*THE PROBLEM*
Filter the listing below down to the lines containing the word "wrist".

** Opening DATASET CONTENT block **

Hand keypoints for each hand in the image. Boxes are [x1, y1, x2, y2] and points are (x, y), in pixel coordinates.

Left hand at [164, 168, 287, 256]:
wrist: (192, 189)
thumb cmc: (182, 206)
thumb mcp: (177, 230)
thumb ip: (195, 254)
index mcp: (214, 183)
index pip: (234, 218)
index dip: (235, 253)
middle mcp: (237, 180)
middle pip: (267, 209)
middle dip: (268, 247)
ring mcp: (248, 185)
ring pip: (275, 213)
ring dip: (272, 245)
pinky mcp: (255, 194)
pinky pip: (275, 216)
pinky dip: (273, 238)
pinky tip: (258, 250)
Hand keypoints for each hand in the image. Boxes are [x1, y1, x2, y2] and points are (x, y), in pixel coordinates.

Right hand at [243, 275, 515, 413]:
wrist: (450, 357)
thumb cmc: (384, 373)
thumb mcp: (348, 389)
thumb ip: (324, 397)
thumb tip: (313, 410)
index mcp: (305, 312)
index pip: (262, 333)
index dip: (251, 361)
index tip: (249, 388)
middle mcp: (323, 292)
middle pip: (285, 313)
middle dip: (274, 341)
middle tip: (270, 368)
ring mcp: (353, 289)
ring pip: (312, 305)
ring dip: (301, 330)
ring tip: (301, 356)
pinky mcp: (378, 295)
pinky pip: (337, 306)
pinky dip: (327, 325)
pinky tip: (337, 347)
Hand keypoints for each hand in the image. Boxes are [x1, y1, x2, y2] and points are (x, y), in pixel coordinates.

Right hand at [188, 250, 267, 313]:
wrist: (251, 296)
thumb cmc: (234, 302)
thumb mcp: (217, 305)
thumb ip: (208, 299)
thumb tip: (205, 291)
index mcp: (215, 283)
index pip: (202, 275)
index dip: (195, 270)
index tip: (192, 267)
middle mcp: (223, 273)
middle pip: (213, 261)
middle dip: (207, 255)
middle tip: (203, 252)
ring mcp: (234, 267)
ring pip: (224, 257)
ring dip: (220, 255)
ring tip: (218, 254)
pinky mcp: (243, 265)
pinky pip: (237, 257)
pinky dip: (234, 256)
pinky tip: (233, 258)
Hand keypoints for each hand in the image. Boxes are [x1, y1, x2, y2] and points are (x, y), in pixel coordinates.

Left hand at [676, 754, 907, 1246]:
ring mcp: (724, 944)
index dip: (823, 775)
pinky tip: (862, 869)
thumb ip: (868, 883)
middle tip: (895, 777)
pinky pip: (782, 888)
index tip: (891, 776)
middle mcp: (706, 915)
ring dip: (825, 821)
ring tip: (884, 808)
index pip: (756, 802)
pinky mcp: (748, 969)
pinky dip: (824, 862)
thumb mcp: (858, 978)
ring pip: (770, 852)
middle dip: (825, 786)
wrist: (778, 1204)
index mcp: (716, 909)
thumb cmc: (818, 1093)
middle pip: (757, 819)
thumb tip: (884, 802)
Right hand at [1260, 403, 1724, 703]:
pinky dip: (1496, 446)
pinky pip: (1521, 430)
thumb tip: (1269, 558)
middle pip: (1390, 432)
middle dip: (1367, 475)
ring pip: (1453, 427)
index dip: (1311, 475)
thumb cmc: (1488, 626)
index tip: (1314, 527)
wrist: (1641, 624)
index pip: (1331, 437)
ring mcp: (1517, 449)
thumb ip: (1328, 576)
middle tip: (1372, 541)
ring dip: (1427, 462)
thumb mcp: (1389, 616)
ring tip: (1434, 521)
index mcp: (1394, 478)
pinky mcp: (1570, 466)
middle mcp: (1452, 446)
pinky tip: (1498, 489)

** Closing DATASET CONTENT block **
** Opening DATASET CONTENT block **

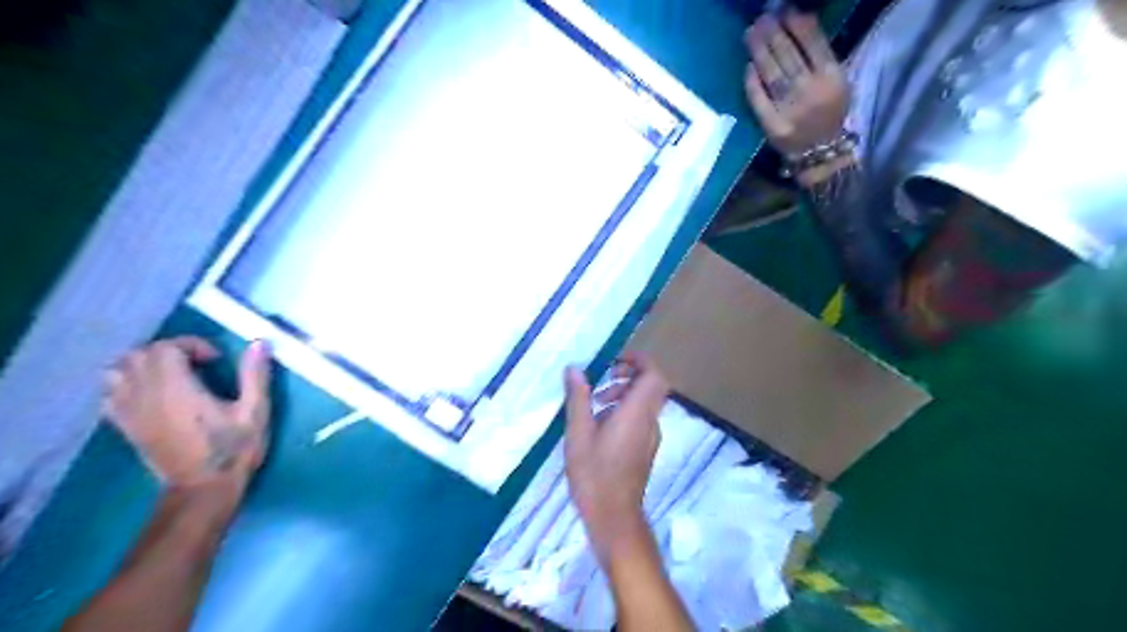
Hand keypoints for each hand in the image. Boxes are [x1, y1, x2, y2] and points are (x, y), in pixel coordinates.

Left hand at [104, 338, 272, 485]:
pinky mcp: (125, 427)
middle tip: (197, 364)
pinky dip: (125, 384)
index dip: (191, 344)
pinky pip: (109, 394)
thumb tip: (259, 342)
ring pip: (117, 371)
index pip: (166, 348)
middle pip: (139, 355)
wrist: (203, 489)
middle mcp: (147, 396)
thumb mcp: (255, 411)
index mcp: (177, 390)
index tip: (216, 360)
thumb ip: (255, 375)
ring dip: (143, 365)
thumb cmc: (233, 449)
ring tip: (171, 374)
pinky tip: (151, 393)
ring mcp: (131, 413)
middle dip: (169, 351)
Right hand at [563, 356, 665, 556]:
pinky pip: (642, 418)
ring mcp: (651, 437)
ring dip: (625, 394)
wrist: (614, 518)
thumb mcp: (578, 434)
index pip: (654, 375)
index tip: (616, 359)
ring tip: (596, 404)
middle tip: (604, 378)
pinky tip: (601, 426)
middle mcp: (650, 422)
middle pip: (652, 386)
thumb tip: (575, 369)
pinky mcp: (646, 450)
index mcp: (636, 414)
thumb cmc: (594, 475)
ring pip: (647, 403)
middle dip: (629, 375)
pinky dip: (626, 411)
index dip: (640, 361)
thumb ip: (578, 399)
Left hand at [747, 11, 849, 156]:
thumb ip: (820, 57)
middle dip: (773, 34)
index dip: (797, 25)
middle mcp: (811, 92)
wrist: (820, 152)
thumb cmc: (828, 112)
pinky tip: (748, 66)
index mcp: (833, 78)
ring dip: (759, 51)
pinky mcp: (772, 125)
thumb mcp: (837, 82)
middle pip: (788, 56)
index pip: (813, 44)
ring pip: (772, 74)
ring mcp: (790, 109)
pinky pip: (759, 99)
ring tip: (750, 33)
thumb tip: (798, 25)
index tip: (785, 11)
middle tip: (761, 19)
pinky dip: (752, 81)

** Closing DATASET CONTENT block **

*WRITTEN RESPONSE*
wrist: (192, 189)
wrist: (450, 357)
wrist: (251, 296)
wrist: (778, 1204)
wrist: (1641, 624)
wrist: (203, 489)
wrist: (614, 518)
wrist: (820, 152)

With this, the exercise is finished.